President Zelaya also sought to institutionalise many of his progressive developments with constitutional change. The non-binding poll of the public that he proposed for 28 June was aimed at gauging support for a proposed constituent assembly to redraft the constitution ahead of a ballot in November. This is the translation of the question: “Do you agree that, during the general elections of November 2009 there should be a fourth ballot to decide whether to hold a Constituent National Assembly that will approve a new political constitution?”
That step was too much for the military, and as a result, on 28 June—the day the ballot was supposed to take place—the President was kidnapped, bundled on to a plane and flown out of the country, and the military junta and the leading oligarchs in the country came together to form what is effectively an illegal Government.
The Honduran junta has rightly been almost totally isolated. It has been rejected by the General Assembly of the United Nations, the Organisation of  American States and the European Union, among others. It is rare that I pay tribute to Ministers, but I pay tribute to the newly installed Under-Secretary of State for Foreign and Commonwealth Affairs, my hon. Friend the Member for Rhondda (Chris Bryant), who has responsibility for Latin America. He responded very quickly and efficiently and made a statement to put on record Britain’s opposition to the coup. It is also important that the EU yesterday suspended more than $90 million in aid to Honduras in the wake of the coup.
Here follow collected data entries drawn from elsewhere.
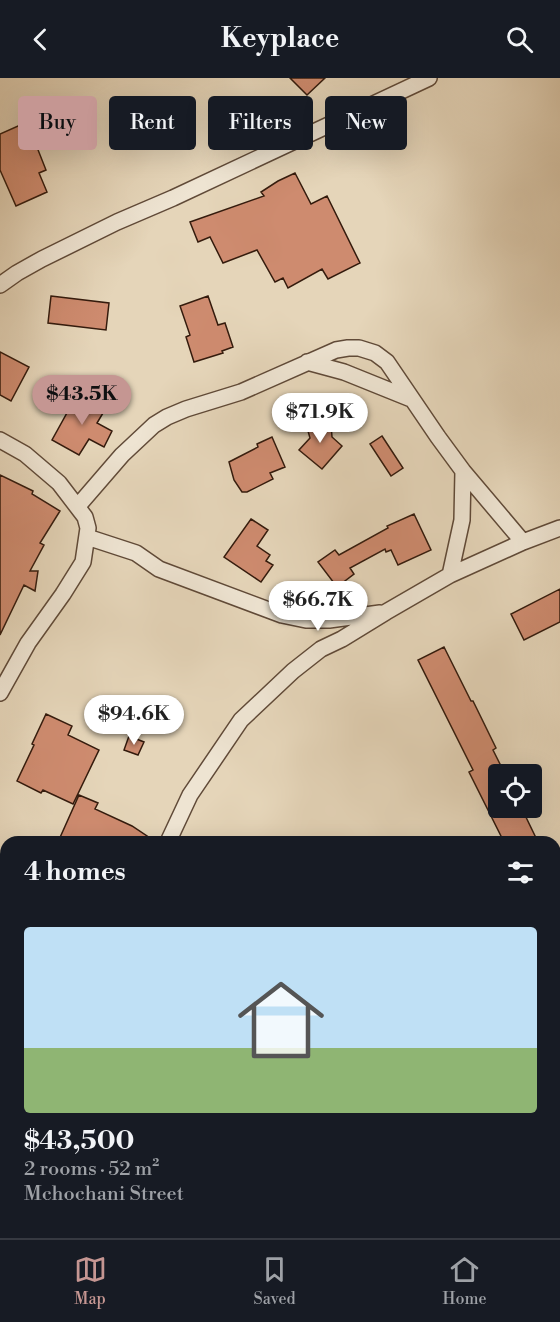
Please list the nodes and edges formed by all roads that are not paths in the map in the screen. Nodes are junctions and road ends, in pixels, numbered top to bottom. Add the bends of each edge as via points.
1 (429, 78) edge
2 (0, 285) edge
3 (308, 362) junction
4 (411, 399) junction
5 (0, 440) edge
6 (463, 471) junction
7 (78, 506) junction
8 (560, 528) edge
9 (87, 537) junction
10 (523, 542) junction
11 (450, 575) junction
12 (386, 612) junction
13 (0, 693) edge
14 (171, 836) edge

1 - 2 street via 117,222
3 - 4 street via 345,372
3 - 4 street via 348,348 375,353 387,362
3 - 7 street via 154,425
4 - 6 street
5 - 7 street via 25,454 59,483
6 - 10 street
6 - 11 street via 462,520
7 - 9 street via 85,517
8 - 10 street
9 - 12 street via 136,553 159,569 282,615 329,620
9 - 13 street via 83,562 28,643
10 - 11 street
11 - 12 street
12 - 14 street via 321,649 241,720 190,795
However, such opposition has so far been ineffectual in restoring Zelaya to government and stronger action is need. Obviously, that stronger action should come from America, because at the end of the day, it calls the shots in what is historically its back yard. There were hopes of real change with the election of President Obama, but we can see that there are tensions within the American Government. Clinton, the Secretary of State, is possibly somewhat enamoured of the new regime and does not want to take the action that others in America would like. If the US is to break with the past and work with people rather than against them, as President Obama told the conference of Latin American leaders it wants to, the steps that he must take are clear. The Honduran Government—or rather, the supposed Government—must be replaced and a democratically elected President must be installed.
We hear lots about human rights in the media, but since the coup on 28 June that installed Roberto Micheletti, the regime has unleashed a wave of repression of human rights. Protesters and political activists have been killed, 1,300 people have been arrested, and there have been curfews, widespread media censorship and the violation of other civil liberties.
That is important, because although we have joked in the past about banana republics and Governments being changed on a monthly or daily basis, most of Latin America has emerged from that darkness and the people have begun to take charge of their destiny. We have seen that throughout the Latin American continent, including central America. The military junta represents an attempt to turn the clock back to those dark, dark days. If those dark days return, it will mean real hardship for the millions of people in central and Latin America.
I hope that the deputy Leader of the House will re-confirm that the UK is absolutely and implacably opposed to the Honduran military regime, and that the UK will do all it can to restore the democratically elected regime.